**TASK GOAL**
Whichever lines of the entries hold the word "wrist" should be identified and copied.

(Items from a data source)
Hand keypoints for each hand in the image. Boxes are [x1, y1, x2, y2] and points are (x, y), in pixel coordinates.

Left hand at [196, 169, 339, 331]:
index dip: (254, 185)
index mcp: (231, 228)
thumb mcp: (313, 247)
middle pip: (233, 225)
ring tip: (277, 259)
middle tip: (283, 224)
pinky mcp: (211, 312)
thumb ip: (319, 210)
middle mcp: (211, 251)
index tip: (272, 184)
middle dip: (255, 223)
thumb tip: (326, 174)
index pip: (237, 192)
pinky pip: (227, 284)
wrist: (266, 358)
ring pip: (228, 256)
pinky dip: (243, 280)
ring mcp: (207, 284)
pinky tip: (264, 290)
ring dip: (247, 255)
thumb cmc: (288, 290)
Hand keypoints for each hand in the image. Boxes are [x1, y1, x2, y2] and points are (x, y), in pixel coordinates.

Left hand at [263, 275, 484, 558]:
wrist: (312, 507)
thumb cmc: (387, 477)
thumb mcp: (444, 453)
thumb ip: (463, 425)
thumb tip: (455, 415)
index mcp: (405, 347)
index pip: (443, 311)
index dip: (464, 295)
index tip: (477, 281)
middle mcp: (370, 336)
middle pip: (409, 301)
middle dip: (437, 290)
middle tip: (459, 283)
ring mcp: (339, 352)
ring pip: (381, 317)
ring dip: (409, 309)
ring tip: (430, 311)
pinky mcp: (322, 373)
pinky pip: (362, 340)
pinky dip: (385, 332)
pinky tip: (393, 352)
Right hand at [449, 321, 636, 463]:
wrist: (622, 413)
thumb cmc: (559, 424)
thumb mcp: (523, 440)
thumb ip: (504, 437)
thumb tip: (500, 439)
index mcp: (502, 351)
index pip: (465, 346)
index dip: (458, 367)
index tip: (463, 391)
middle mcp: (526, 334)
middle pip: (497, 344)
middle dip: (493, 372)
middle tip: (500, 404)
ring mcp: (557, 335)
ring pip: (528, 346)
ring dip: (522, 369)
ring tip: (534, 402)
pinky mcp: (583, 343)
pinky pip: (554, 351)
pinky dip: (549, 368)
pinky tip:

==

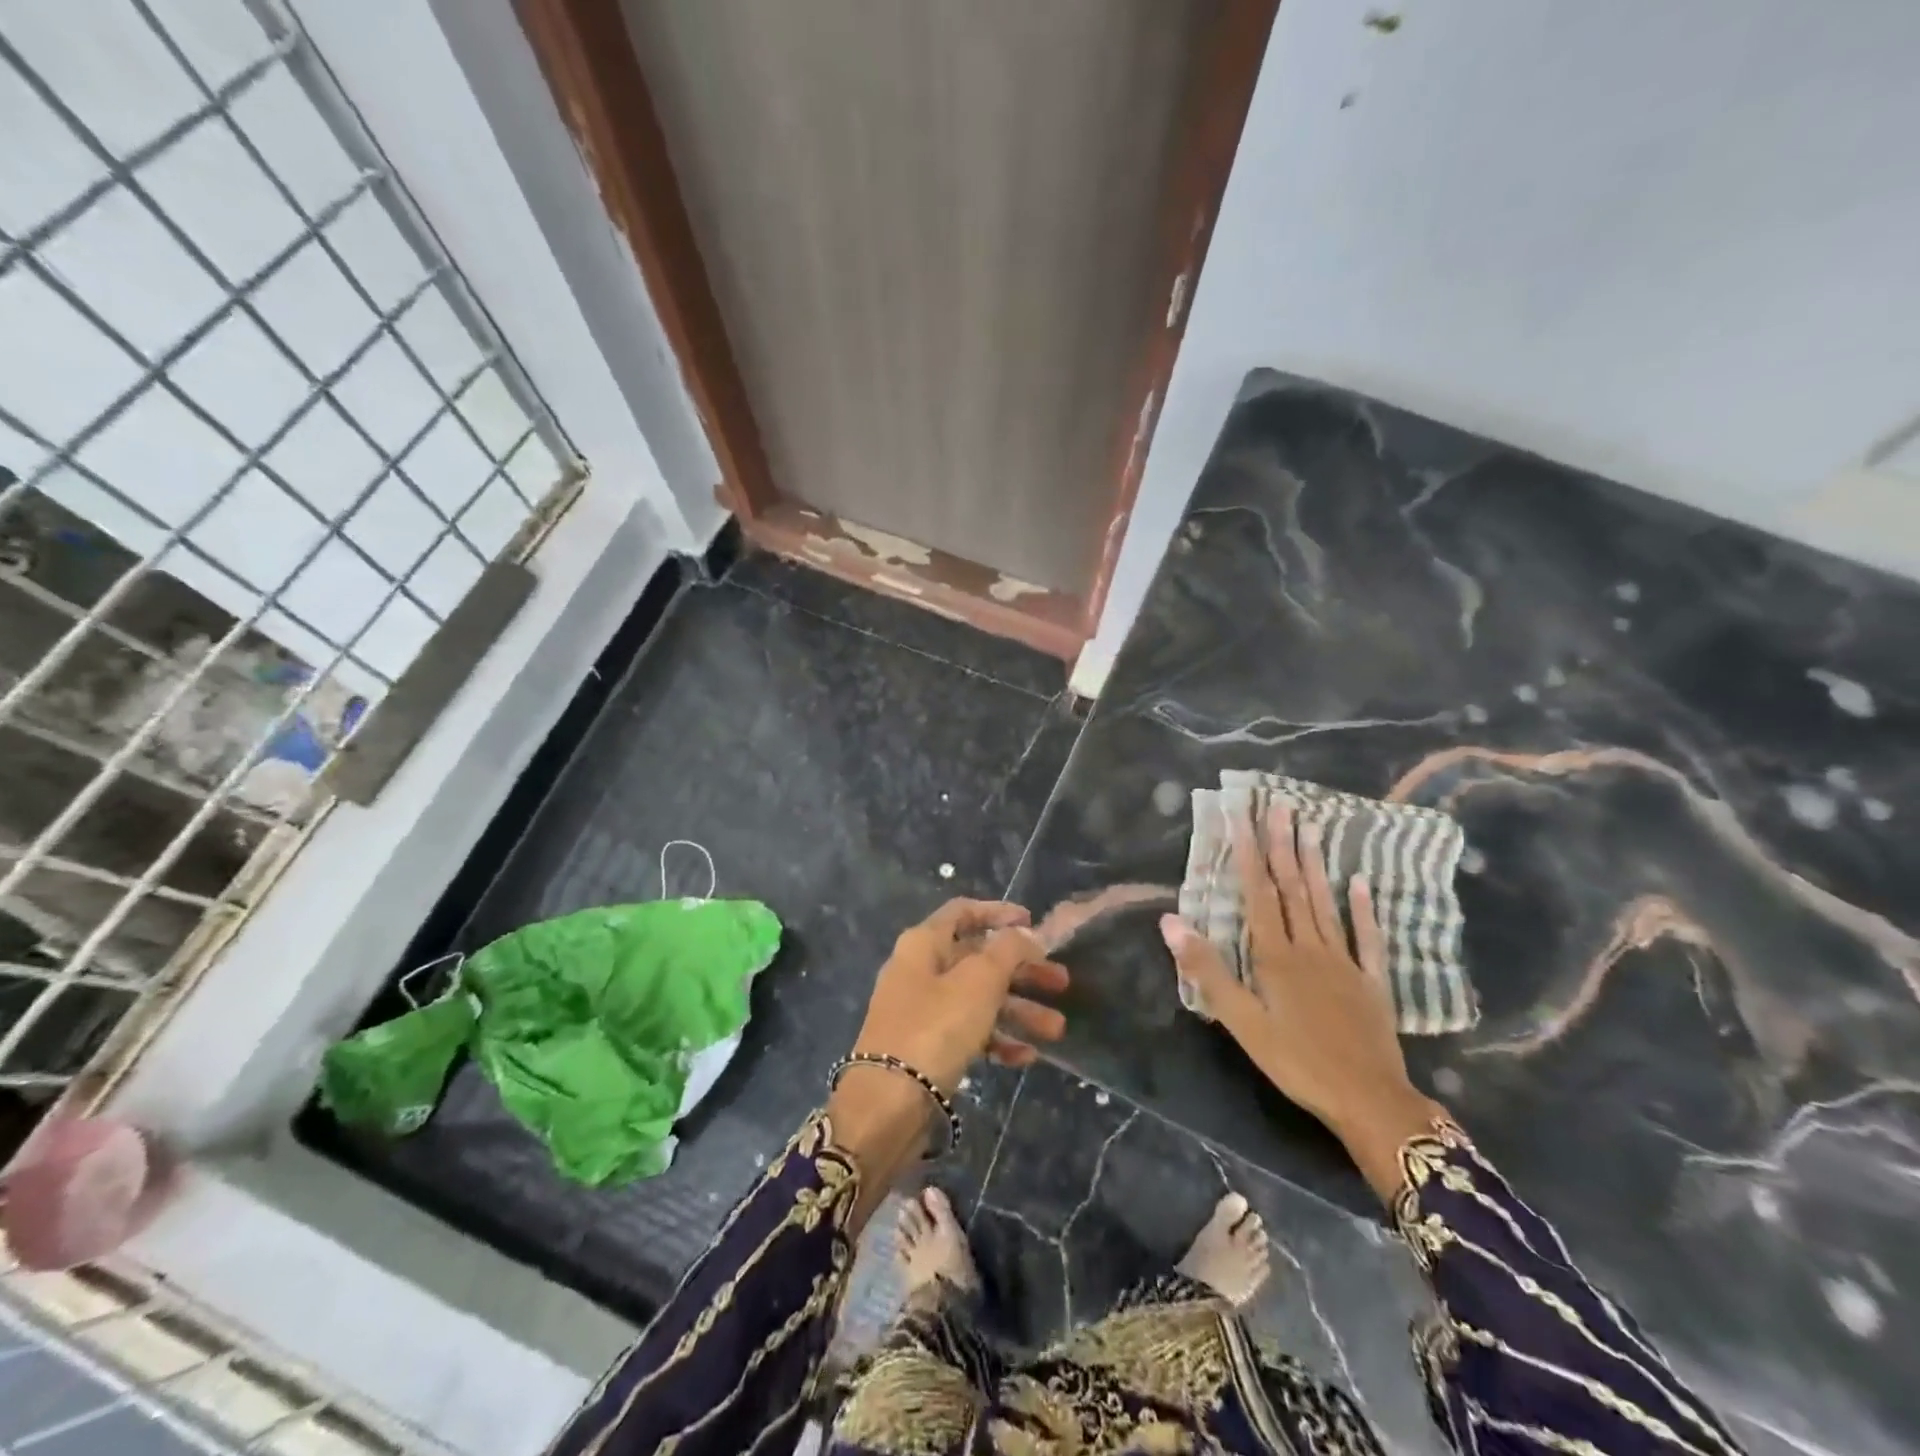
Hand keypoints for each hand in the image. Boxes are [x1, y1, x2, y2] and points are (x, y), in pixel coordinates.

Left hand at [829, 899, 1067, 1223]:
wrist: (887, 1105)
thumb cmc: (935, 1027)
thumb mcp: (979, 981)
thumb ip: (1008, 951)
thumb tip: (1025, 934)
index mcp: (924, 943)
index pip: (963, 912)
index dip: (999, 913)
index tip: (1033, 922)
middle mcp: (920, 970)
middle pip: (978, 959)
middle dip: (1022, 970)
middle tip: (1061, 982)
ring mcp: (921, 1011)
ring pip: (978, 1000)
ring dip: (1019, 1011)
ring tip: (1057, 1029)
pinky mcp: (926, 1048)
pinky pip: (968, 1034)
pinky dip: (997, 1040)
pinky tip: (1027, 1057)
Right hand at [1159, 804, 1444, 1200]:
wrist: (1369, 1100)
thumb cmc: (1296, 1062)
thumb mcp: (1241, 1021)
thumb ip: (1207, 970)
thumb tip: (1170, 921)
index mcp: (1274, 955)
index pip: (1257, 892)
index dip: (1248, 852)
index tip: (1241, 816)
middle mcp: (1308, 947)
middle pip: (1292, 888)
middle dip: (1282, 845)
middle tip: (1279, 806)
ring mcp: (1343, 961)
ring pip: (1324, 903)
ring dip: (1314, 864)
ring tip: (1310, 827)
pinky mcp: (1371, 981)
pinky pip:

...

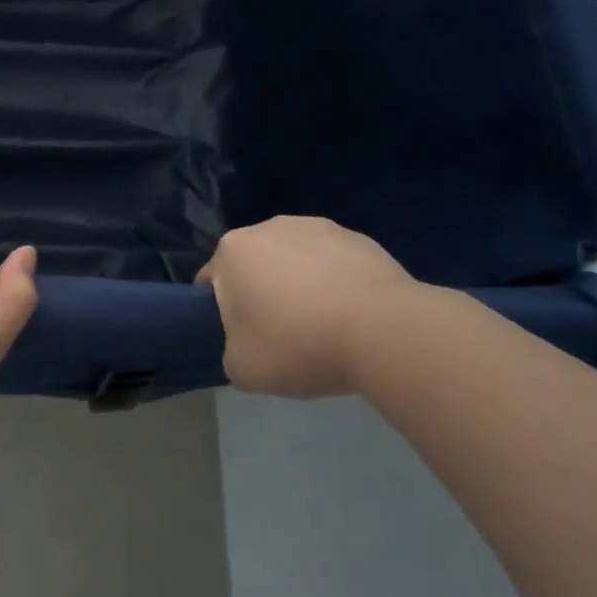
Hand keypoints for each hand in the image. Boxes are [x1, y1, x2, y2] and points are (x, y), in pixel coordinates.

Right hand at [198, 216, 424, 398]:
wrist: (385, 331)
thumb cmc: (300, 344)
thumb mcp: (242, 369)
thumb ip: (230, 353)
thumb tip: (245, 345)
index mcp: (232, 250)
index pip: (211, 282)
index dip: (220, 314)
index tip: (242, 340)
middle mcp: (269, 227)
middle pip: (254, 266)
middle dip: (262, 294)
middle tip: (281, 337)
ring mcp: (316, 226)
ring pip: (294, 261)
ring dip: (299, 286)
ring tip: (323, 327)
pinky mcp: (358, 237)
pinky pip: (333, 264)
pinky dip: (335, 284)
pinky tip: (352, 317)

**EXERCISE RESPONSE**
wrist: (266, 358)
wrist: (312, 507)
wrist: (622, 413)
wrist: (887, 1105)
wrist: (1369, 1100)
wrist: (385, 331)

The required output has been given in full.